◆ EXTRACTED INFORMATION

────────────────────

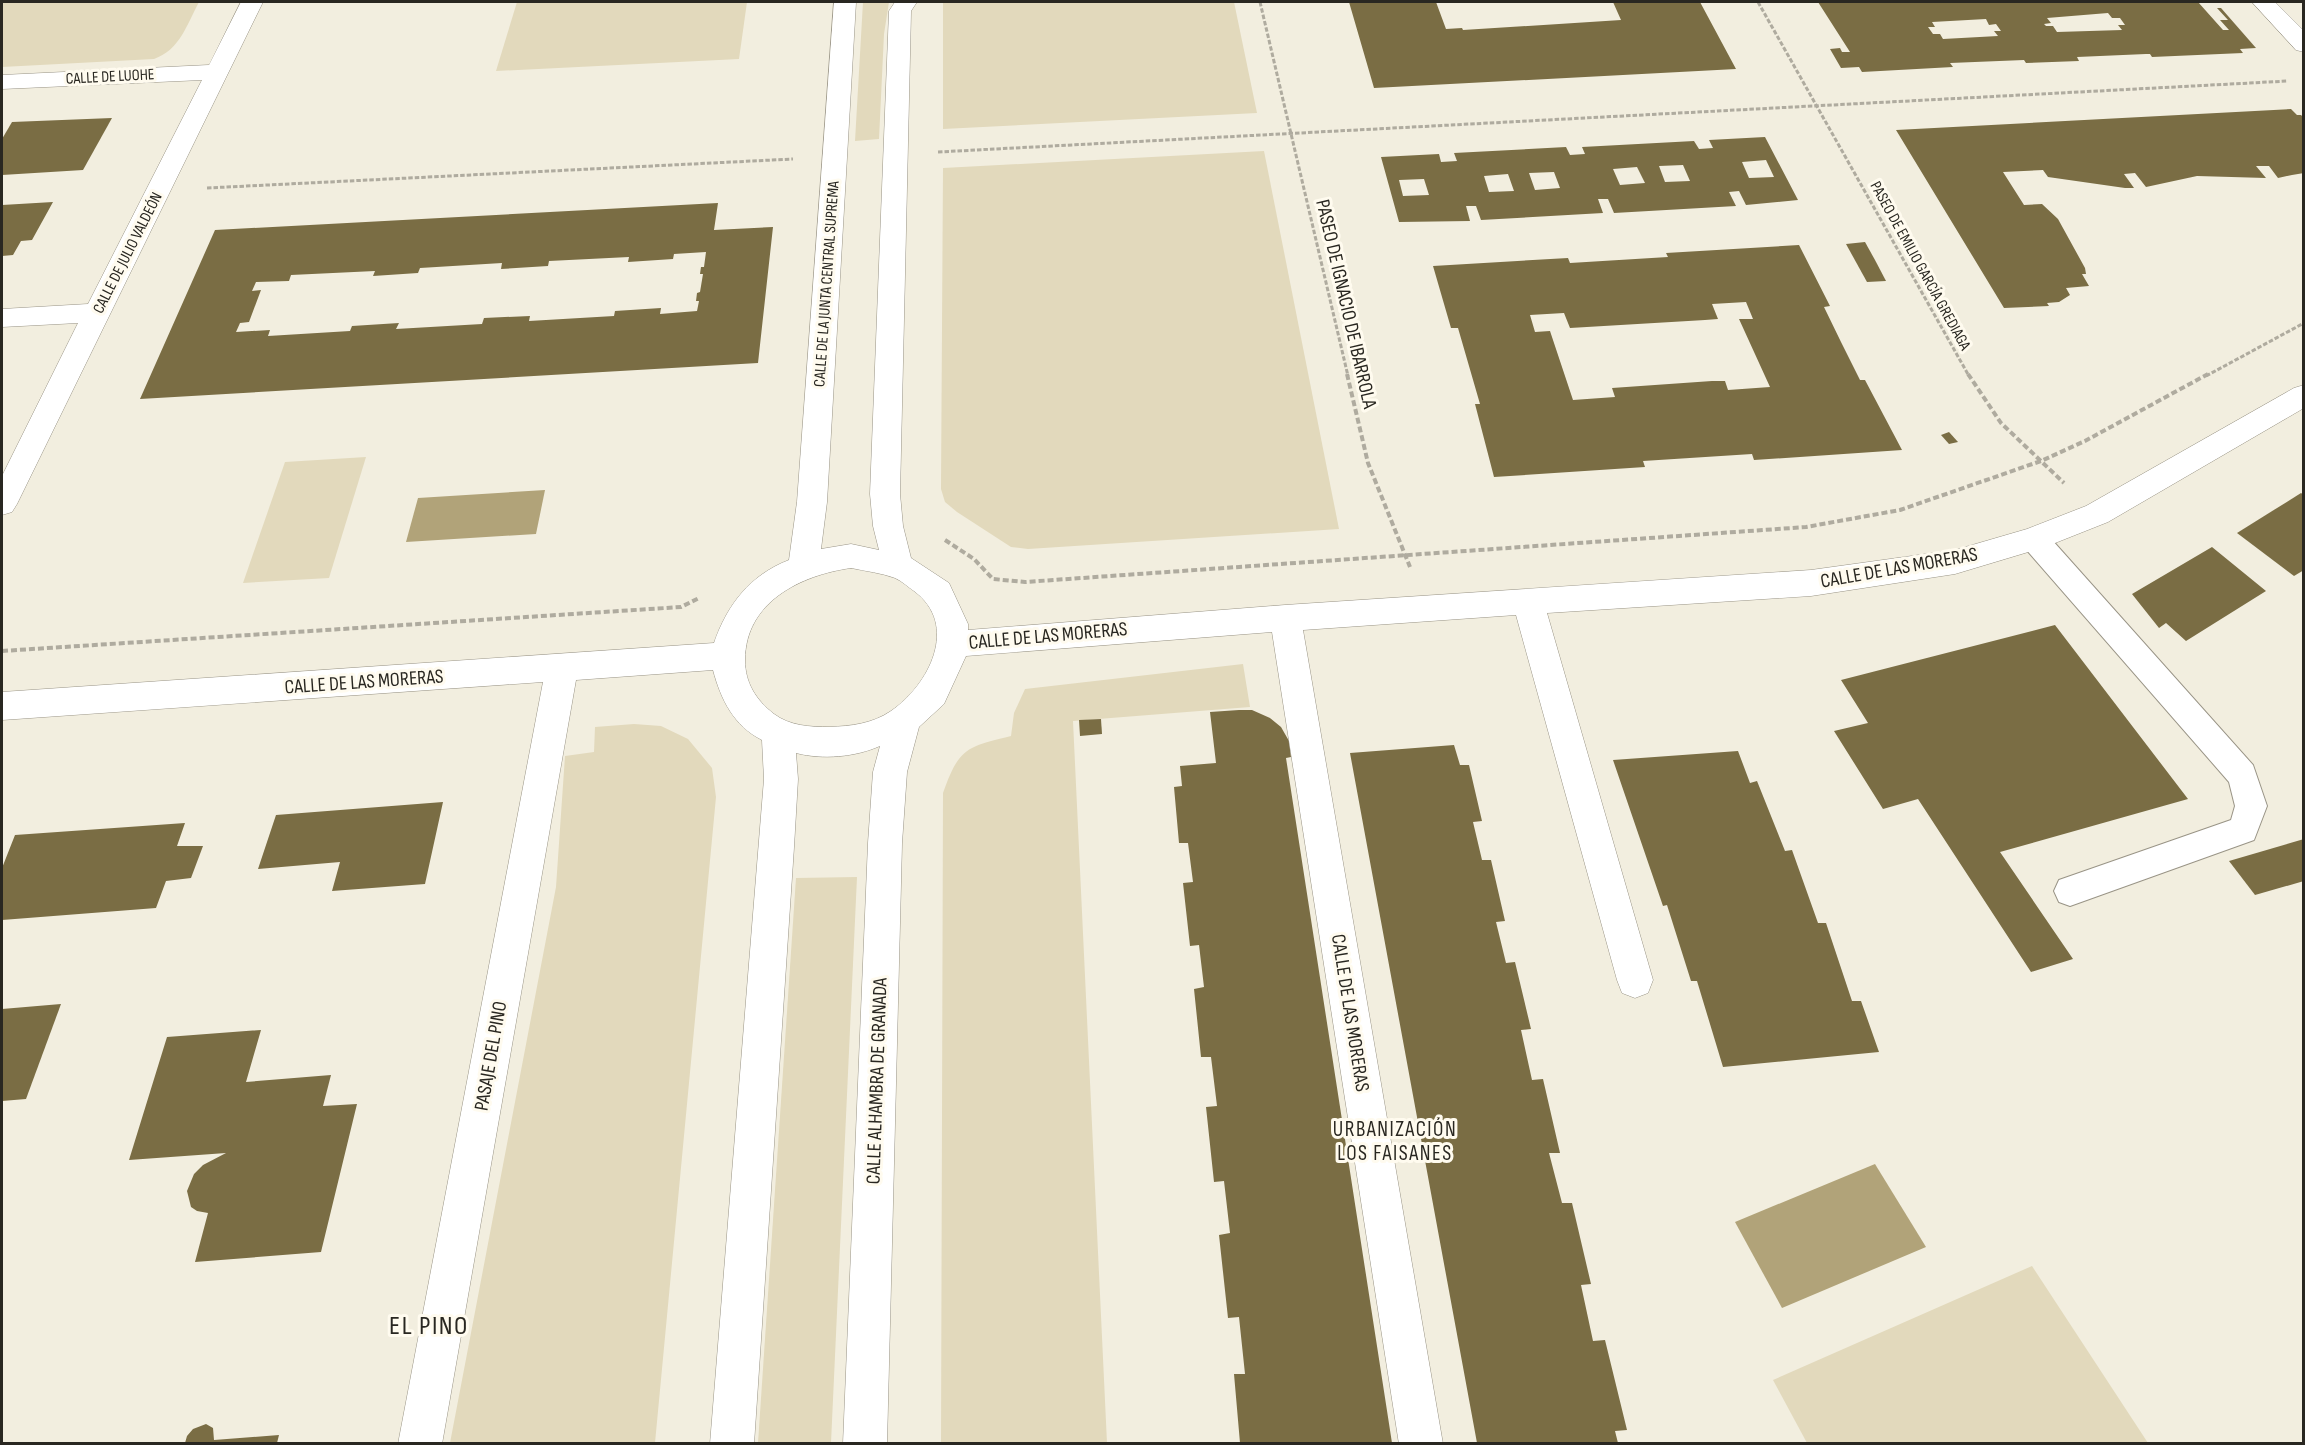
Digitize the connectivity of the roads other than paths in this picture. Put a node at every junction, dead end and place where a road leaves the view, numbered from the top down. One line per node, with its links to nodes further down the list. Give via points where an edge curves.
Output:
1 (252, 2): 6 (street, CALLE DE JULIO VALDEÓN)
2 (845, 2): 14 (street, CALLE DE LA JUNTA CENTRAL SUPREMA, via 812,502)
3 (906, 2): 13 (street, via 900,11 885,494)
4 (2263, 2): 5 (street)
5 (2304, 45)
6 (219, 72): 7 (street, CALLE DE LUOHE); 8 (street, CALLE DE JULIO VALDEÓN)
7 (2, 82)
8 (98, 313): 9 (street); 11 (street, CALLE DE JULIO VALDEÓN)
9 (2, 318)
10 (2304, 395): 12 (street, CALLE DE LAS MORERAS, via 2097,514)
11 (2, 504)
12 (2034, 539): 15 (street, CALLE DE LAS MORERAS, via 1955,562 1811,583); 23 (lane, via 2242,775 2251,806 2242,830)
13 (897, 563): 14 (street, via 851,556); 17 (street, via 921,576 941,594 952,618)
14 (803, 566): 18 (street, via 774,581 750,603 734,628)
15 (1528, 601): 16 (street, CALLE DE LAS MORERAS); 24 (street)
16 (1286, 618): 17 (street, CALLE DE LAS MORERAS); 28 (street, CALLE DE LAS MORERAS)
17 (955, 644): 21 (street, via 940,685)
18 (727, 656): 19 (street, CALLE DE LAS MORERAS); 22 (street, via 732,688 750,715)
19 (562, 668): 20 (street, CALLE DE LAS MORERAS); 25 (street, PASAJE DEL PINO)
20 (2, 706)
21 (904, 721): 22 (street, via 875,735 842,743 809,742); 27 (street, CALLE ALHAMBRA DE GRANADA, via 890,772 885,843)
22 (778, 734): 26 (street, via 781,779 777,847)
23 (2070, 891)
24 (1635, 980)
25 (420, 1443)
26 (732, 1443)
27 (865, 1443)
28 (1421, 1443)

────────────────────

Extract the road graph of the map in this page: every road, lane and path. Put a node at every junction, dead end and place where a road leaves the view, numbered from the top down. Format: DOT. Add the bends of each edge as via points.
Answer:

────────────────────

◆ WHAT TO DO
In the records above, find every line with the word "edge" and copy it.

◆ RESPONSE
Digitize the connectivity of the roads other than paths in this picture. Put a node at every junction, dead end and place where a road leaves the view, numbered from the top down. One line per node, with its links to nodes further down the list. Give via points where an edge curves.
Extract the road graph of the map in this page: every road, lane and path. Put a node at every junction, dead end and place where a road leaves the view, numbered from the top down. Format: DOT. Add the bends of each edge as via points.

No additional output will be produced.